» **Work to complete**
What is needed is an exact copy of every record below.

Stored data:
======
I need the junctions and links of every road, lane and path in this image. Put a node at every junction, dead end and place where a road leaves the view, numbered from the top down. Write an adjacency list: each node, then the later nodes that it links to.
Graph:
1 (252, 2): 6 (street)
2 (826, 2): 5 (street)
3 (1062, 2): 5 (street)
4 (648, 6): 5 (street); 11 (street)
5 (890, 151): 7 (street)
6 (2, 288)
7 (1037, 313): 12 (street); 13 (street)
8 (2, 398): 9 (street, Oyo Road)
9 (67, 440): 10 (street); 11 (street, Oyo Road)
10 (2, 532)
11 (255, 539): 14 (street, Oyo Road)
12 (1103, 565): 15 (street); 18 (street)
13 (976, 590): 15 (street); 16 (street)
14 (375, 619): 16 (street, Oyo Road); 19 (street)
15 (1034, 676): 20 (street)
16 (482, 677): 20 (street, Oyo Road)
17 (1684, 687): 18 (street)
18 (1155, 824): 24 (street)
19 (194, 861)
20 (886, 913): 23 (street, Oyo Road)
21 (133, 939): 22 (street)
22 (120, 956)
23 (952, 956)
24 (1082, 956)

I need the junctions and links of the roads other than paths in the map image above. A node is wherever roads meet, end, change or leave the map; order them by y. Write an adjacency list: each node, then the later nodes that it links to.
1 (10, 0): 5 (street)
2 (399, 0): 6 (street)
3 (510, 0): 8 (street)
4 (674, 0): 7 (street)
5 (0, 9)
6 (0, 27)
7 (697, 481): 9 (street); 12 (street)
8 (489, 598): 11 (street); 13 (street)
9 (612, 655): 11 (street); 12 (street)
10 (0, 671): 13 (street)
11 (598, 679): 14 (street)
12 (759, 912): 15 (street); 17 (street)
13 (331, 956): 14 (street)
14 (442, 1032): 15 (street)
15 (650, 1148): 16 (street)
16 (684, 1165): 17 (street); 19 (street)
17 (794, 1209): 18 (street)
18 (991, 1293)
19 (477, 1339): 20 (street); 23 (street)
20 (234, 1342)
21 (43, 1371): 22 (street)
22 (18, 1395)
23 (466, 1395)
======
» **Output of the exercise**
I need the junctions and links of every road, lane and path in this image. Put a node at every junction, dead end and place where a road leaves the view, numbered from the top down. Write an adjacency list: each node, then the later nodes that it links to.
Graph:
1 (252, 2): 6 (street)
2 (826, 2): 5 (street)
3 (1062, 2): 5 (street)
4 (648, 6): 5 (street); 11 (street)
5 (890, 151): 7 (street)
6 (2, 288)
7 (1037, 313): 12 (street); 13 (street)
8 (2, 398): 9 (street, Oyo Road)
9 (67, 440): 10 (street); 11 (street, Oyo Road)
10 (2, 532)
11 (255, 539): 14 (street, Oyo Road)
12 (1103, 565): 15 (street); 18 (street)
13 (976, 590): 15 (street); 16 (street)
14 (375, 619): 16 (street, Oyo Road); 19 (street)
15 (1034, 676): 20 (street)
16 (482, 677): 20 (street, Oyo Road)
17 (1684, 687): 18 (street)
18 (1155, 824): 24 (street)
19 (194, 861)
20 (886, 913): 23 (street, Oyo Road)
21 (133, 939): 22 (street)
22 (120, 956)
23 (952, 956)
24 (1082, 956)

I need the junctions and links of the roads other than paths in the map image above. A node is wherever roads meet, end, change or leave the map; order them by y. Write an adjacency list: each node, then the later nodes that it links to.
1 (10, 0): 5 (street)
2 (399, 0): 6 (street)
3 (510, 0): 8 (street)
4 (674, 0): 7 (street)
5 (0, 9)
6 (0, 27)
7 (697, 481): 9 (street); 12 (street)
8 (489, 598): 11 (street); 13 (street)
9 (612, 655): 11 (street); 12 (street)
10 (0, 671): 13 (street)
11 (598, 679): 14 (street)
12 (759, 912): 15 (street); 17 (street)
13 (331, 956): 14 (street)
14 (442, 1032): 15 (street)
15 (650, 1148): 16 (street)
16 (684, 1165): 17 (street); 19 (street)
17 (794, 1209): 18 (street)
18 (991, 1293)
19 (477, 1339): 20 (street); 23 (street)
20 (234, 1342)
21 (43, 1371): 22 (street)
22 (18, 1395)
23 (466, 1395)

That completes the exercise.